- What is expected
Whenever a line in the data holds the string "roads", pull that line out.

- Provided information

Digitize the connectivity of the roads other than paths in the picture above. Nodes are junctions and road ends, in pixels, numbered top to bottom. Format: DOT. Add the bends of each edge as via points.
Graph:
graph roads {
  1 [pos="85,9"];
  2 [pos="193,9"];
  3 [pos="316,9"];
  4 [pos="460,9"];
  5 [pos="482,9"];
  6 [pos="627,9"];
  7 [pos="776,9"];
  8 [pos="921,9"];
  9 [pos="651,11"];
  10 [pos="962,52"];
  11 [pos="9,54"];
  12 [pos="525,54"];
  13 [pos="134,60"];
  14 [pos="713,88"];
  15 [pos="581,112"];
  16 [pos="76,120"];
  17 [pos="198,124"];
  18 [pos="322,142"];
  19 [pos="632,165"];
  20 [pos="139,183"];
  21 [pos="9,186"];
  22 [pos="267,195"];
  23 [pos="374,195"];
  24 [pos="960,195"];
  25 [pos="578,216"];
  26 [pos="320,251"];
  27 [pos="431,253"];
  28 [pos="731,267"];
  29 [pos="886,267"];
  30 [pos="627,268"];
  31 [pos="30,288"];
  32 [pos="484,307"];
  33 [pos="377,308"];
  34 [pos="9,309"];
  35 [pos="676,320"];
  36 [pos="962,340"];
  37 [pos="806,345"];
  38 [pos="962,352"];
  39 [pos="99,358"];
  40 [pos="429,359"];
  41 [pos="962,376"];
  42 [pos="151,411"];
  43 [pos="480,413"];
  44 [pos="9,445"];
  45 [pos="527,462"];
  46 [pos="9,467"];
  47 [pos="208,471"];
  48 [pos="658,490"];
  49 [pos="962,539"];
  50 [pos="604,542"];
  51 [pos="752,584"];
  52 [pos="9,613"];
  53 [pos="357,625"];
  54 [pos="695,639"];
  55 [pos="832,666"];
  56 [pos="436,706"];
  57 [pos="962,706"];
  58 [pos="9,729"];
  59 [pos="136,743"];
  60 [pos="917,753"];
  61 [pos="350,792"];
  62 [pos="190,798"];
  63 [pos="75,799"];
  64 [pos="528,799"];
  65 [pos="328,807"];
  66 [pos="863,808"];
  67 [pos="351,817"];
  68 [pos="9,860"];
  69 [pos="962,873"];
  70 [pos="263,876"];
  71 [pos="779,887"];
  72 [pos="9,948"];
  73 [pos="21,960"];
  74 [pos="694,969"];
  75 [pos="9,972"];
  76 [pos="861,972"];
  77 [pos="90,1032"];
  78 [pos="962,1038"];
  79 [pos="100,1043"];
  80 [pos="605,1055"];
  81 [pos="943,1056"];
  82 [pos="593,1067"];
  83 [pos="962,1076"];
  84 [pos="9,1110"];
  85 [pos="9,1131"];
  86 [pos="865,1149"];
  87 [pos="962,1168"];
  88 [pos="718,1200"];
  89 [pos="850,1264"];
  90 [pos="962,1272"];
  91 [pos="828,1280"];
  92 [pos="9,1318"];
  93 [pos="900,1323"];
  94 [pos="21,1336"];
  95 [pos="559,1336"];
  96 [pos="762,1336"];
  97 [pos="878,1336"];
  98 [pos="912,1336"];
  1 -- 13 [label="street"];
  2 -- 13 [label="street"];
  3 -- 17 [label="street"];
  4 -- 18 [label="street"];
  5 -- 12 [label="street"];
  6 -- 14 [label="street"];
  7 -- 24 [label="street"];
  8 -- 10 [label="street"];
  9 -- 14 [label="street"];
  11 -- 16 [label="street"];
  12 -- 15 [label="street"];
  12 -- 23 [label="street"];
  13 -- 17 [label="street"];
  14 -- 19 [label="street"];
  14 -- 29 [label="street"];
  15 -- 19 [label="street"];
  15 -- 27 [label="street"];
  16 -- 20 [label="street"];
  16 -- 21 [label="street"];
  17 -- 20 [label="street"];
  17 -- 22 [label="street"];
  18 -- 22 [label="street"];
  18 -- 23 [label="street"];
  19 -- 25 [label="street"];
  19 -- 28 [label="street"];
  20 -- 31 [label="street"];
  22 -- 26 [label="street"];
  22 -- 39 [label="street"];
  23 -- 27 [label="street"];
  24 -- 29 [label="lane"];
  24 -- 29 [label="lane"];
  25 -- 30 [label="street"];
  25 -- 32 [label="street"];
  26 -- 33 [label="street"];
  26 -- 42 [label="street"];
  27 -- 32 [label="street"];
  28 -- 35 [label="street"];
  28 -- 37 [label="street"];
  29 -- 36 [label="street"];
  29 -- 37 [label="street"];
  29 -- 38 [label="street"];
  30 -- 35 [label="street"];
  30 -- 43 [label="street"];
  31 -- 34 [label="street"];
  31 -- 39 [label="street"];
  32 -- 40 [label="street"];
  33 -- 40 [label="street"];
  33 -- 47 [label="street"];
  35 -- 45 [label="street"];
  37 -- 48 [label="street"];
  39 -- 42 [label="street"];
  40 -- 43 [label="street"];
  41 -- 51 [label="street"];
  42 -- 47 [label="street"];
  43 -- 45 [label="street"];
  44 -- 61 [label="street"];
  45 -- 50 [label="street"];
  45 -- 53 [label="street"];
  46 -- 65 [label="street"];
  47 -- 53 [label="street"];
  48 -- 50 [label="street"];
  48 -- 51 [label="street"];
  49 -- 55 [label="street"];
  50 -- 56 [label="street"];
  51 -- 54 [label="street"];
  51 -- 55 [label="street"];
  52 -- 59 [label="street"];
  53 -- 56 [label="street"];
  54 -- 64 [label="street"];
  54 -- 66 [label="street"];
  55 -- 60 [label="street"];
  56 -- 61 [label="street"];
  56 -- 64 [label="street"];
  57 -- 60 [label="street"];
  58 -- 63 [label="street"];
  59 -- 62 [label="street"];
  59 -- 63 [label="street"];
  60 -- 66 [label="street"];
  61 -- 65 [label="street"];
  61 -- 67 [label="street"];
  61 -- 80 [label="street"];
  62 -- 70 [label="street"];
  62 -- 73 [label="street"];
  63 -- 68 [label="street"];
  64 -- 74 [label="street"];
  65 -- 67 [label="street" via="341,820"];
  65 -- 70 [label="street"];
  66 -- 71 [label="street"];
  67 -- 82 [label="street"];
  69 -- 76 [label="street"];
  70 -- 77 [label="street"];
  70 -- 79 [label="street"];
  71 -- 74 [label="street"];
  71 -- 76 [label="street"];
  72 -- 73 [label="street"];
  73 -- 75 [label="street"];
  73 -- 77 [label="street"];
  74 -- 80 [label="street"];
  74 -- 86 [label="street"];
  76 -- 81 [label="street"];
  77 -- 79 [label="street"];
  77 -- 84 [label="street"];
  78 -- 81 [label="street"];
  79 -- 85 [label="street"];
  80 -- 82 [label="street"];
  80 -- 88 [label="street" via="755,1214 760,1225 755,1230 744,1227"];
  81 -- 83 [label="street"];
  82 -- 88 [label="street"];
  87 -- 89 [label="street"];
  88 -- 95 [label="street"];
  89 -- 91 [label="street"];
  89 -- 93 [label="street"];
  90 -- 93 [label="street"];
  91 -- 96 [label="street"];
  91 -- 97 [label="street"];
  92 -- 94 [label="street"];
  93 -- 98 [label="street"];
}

- Problem solution
Digitize the connectivity of the roads other than paths in the picture above. Nodes are junctions and road ends, in pixels, numbered top to bottom. Format: DOT. Add the bends of each edge as via points.
graph roads {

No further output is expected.